Theosis: deificação; divinização do ser; Cristo vivendo em si (Gl 2.20); divinos por coparticipação (2 Pe 1.4); tornar-se semelhante a Ele (I Jo 3.2), é o objetivo de Deus na vida dos eleitos (Rm 8.29). Salvação é participação na natureza divina. “Deus se fez homem para que o homem pudesse se tornar deus” (Atanásio de Alexandria). Deus realiza estes atos na vida dos fiéis, na concepção oriental, por intermédio principalmente dos sacramentos, que em princípio, não tinham um número limitado, pois em Cristo, toda a realidade é sacramental. Sacramento é o meio natural pelo qual a graça sobrenatural de Deus se revela, ou o meio visível pelo qual a graça invisível se manifesta. Exemplos de sacramentos: a natureza (Sl 19.1); a eucaristia (1 Co 10.16); a Palavra (Ef 5.15); a oração (Tiago 5.14); a congregação (Mt 18.20).

Bibliografia

BARBOSA, Ricardo.  O caminho do coração: ensaios sobre a Trindade e a Espiritualidade Cristã. Curitiba: Ed. Encontro, 1996.

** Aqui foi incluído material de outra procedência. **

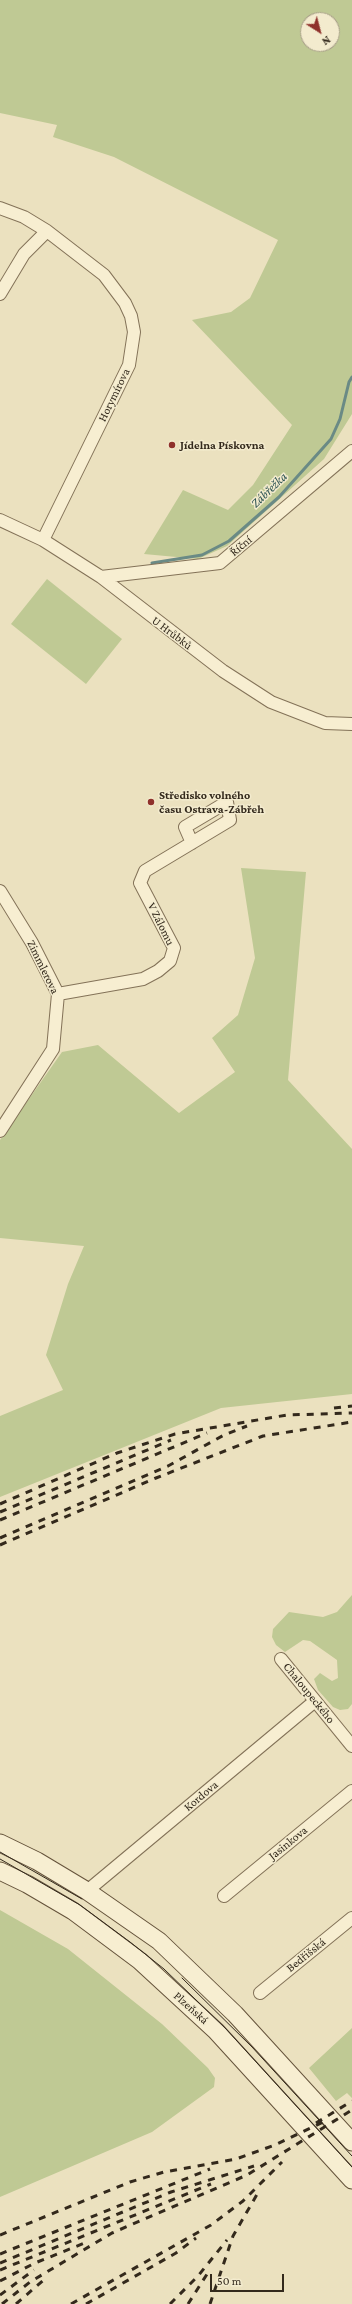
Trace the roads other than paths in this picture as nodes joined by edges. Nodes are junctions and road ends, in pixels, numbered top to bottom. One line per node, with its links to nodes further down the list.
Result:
1 (0, 208): 2 (street, Horymírova)
2 (47, 231): 3 (street); 6 (street, Horymírova)
3 (0, 294)
4 (352, 451): 7 (street, Říční)
5 (0, 520): 6 (street, U Hrůbků)
6 (43, 540): 7 (street, U Hrůbků)
7 (101, 577): 8 (street, U Hrůbků)
8 (352, 724)
9 (192, 843): 9 (street, V Zálomu); 11 (street, V Zálomu)
10 (0, 891): 11 (street, Zimmlerova)
11 (58, 994): 12 (street, Zimmlerova)
12 (0, 1131)
13 (281, 1659): 14 (street, Chaloupeckého)
14 (315, 1701): 15 (street, Chaloupeckého); 19 (street, Kordova)
15 (352, 1746)
16 (352, 1791): 20 (street, Jasinkova)
17 (0, 1843): 19 (main road, Plzeňská)
18 (0, 1871): 24 (main road, Plzeňská)
19 (87, 1891): 23 (main road, Plzeňská)
20 (224, 1896)
21 (352, 1918): 22 (street, Bedřišská)
22 (260, 1993)
23 (352, 2142)
24 (352, 2180)

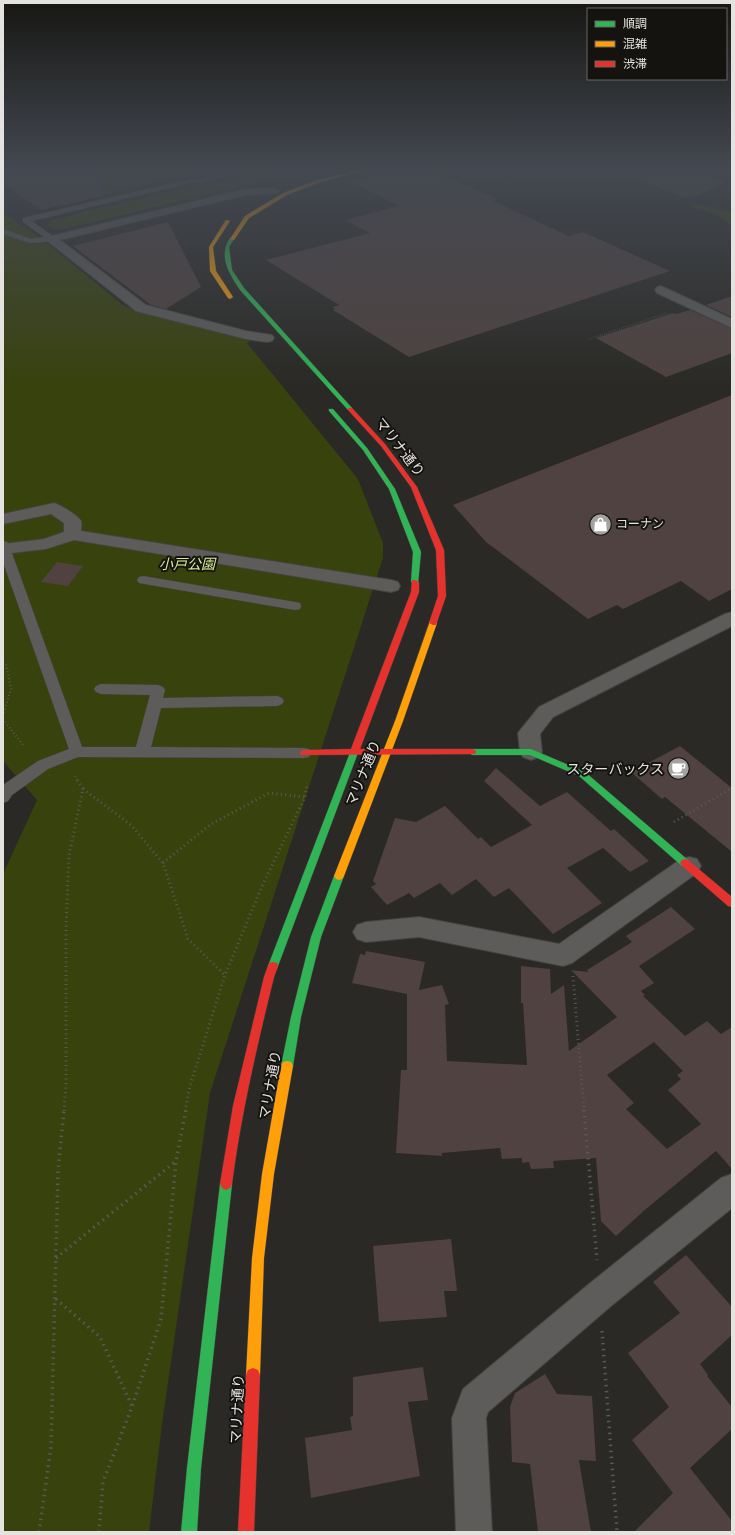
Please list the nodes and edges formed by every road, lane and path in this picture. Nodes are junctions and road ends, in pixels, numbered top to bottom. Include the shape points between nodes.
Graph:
1 (58, 244) edge
2 (213, 244) edge
3 (229, 244) edge
4 (661, 290) dead end
5 (235, 303) dead end
6 (692, 304) junction
7 (732, 324) edge
8 (256, 326) dead end
9 (589, 339) dead end
10 (269, 340) joint
11 (324, 402) dead end
12 (3, 519) edge
13 (73, 534) junction
14 (4, 547) edge
15 (143, 580) dead end
16 (391, 586) dead end
17 (295, 606) dead end
18 (732, 618) edge
19 (3, 663) edge
20 (101, 689) dead end
21 (156, 696) junction
22 (277, 701) dead end
23 (3, 715) edge
24 (3, 719) edge
25 (23, 745) dead end
26 (355, 751) junction
27 (387, 751) junction
28 (77, 752) junction
29 (142, 752) junction
30 (531, 752) junction
31 (304, 753) joint
32 (75, 776) dead end
33 (307, 783) dead end
34 (732, 788) edge
35 (83, 789) junction
36 (3, 797) edge
37 (305, 798) junction
38 (674, 822) dead end
39 (163, 863) junction
40 (689, 866) junction
41 (732, 903) edge
42 (366, 932) dead end
43 (563, 955) junction
44 (225, 975) junction
45 (176, 1161) junction
46 (732, 1189) edge
47 (56, 1259) junction
48 (600, 1295) junction
49 (56, 1299) junction
50 (132, 1407) junction
51 (39, 1532) edge
52 (99, 1532) edge
53 (189, 1532) edge
54 (246, 1532) edge
55 (474, 1532) edge
56 (618, 1532) edge

1 - 10 street via 141,308
2 - 5 street via 211,247 213,271
3 - 27 street, マリナ通り via 227,247 229,270 242,289 383,445 414,487 440,550 442,596
4 - 6 street
6 - 7 street
6 - 9 path
8 - 10 street
11 - 26 street, マリナ通り via 365,449 392,489 417,552 415,592
12 - 13 street via 54,508 72,521
13 - 14 street via 46,544
13 - 16 street
14 - 28 lane
15 - 17 lane
18 - 30 street via 546,712 529,733
19 - 23 path via 6,664 11,689
20 - 21 lane
21 - 22 lane
21 - 29 lane
24 - 25 path
26 - 27 street
26 - 31 street
26 - 53 street, マリナ通り via 269,977 242,1088 229,1159
27 - 30 street
27 - 54 street, マリナ通り via 316,937 296,1017 268,1174 258,1258
28 - 29 lane
28 - 36 lane via 43,765 6,791
29 - 31 lane
30 - 40 street via 582,774
32 - 35 path
33 - 37 path
34 - 38 path
35 - 39 path via 132,825
35 - 47 path via 69,855 66,927 66,1085 58,1171
37 - 39 path via 269,793 211,824
37 - 44 path via 262,886
39 - 44 path via 188,939
40 - 41 street
40 - 43 street
42 - 43 street via 419,927
43 - 48 path via 573,968
44 - 45 path via 190,1086
45 - 47 path
45 - 50 path via 161,1319
46 - 48 street
47 - 49 path
48 - 55 street via 475,1401 470,1418
48 - 56 path
49 - 50 path via 100,1336
49 - 51 path via 52,1447
50 - 52 path via 103,1482

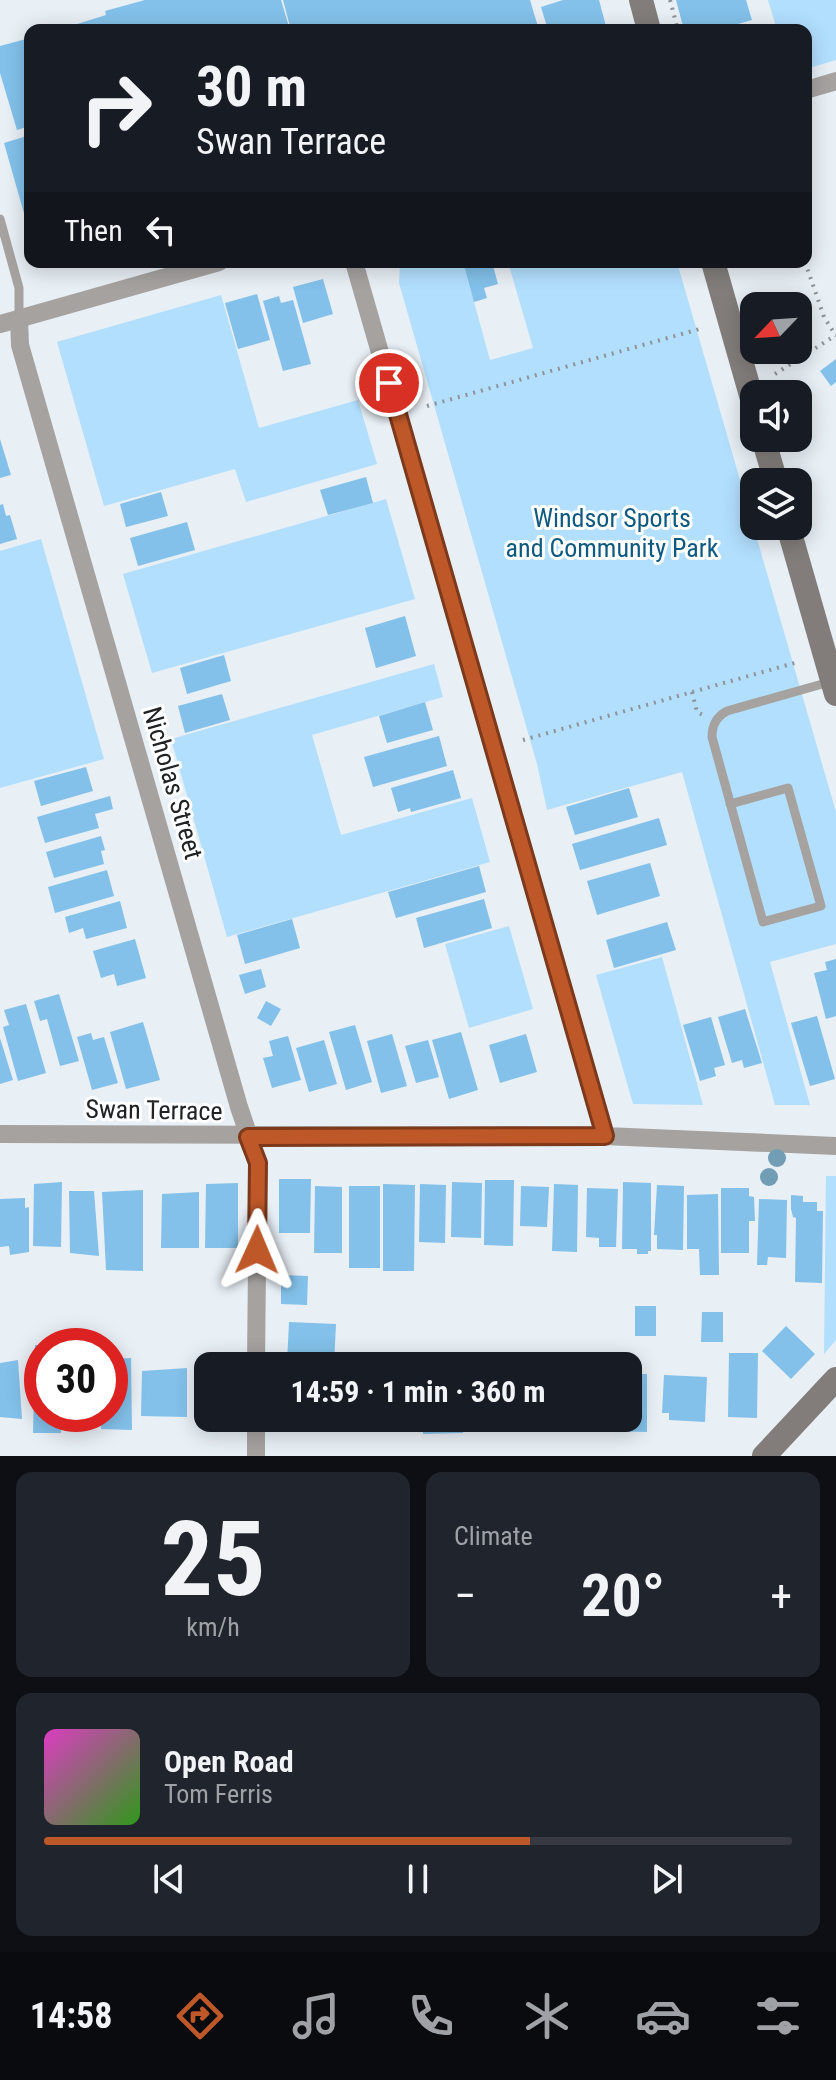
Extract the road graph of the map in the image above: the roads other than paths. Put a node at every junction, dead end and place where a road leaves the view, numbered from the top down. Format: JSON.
{"nodes":[{"id":1,"x":641,"y":0,"type":"edge"},
{"id":2,"x":647,"y":24,"type":"edge"},
{"id":3,"x":836,"y":81,"type":"edge"},
{"id":4,"x":812,"y":88,"type":"edge"},
{"id":5,"x":0,"y":219,"type":"edge"},
{"id":6,"x":198,"y":268,"type":"edge"},
{"id":7,"x":356,"y":268,"type":"edge"},
{"id":8,"x":715,"y":268,"type":"edge"},
{"id":9,"x":19,"y":319,"type":"junction"},
{"id":10,"x":0,"y":324,"type":"edge"},
{"id":11,"x":747,"y":380,"type":"edge"},
{"id":12,"x":792,"y":540,"type":"edge"},
{"id":13,"x":834,"y":688,"type":"edge"},
{"id":14,"x":730,"y":804,"type":"junction"},
{"id":15,"x":0,"y":1134,"type":"edge"},
{"id":16,"x":605,"y":1136,"type":"junction"},
{"id":17,"x":248,"y":1137,"type":"junction"},
{"id":18,"x":836,"y":1146,"type":"edge"},
{"id":19,"x":256,"y":1352,"type":"edge"},
{"id":20,"x":836,"y":1379,"type":"edge"},
{"id":21,"x":256,"y":1432,"type":"edge"},
{"id":22,"x":256,"y":1456,"type":"edge"},
{"id":23,"x":764,"y":1456,"type":"edge"}],
"edges":[{"from":1,"to":2,"type":"street"},
{"from":3,"to":4,"type":"street"},
{"from":5,"to":9,"type":"lane","name":"Nicholas Street"},
{"from":6,"to":9,"type":"street"},
{"from":7,"to":16,"type":"street"},
{"from":8,"to":11,"type":"street"},
{"from":9,"to":10,"type":"street"},
{"from":9,"to":17,"type":"street","name":"Nicholas Street"},
{"from":12,"to":13,"type":"street"},
{"from":13,"to":14,"type":"lane"},
{"from":14,"to":14,"type":"lane"},
{"from":15,"to":17,"type":"street","name":"Swan Terrace"},
{"from":16,"to":17,"type":"street","name":"Swan Terrace"},
{"from":16,"to":18,"type":"street","name":"Swan Terrace"},
{"from":17,"to":19,"type":"street","name":"Nicholas Street"},
{"from":20,"to":23,"type":"street"},
{"from":21,"to":22,"type":"street"}]}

CAVALCANTE, Ronaldo.  Espiritualidade Cristã na História.  São Paulo: Paulinas, 2007.
GRÜN, Anselm. As exigências do silêncio.  Petrópolis: Vozes, 2004.
_____________. Os padres do deserto. Temas e textos.  Petrópolis: Vozes, 2009.
_____________. Tranqüilidade do coração.  São Paulo: Loyola, 2004.
LELOUP, Jean-Yves. Escritos sobre Hesicasmo. Uma tradição contemplativa esquecida.  Petrópolis: Vozes, 2006.
____________. Introdução aos verdadeiros filósofos. Os padres gregos: um continente esquecido
do pensamento ocidental.  Petrópolis: Vozes, 2004.
MERTON, Thomas. Homem algum é uma ilha.  Campinas, SP: Verus, 2003.
____________. O homem novo.  Petrópolis, RJ: Vozes, 2006.
____________. Na liberdade da solidão. Petrópolis, RJ: Vozes, 2002.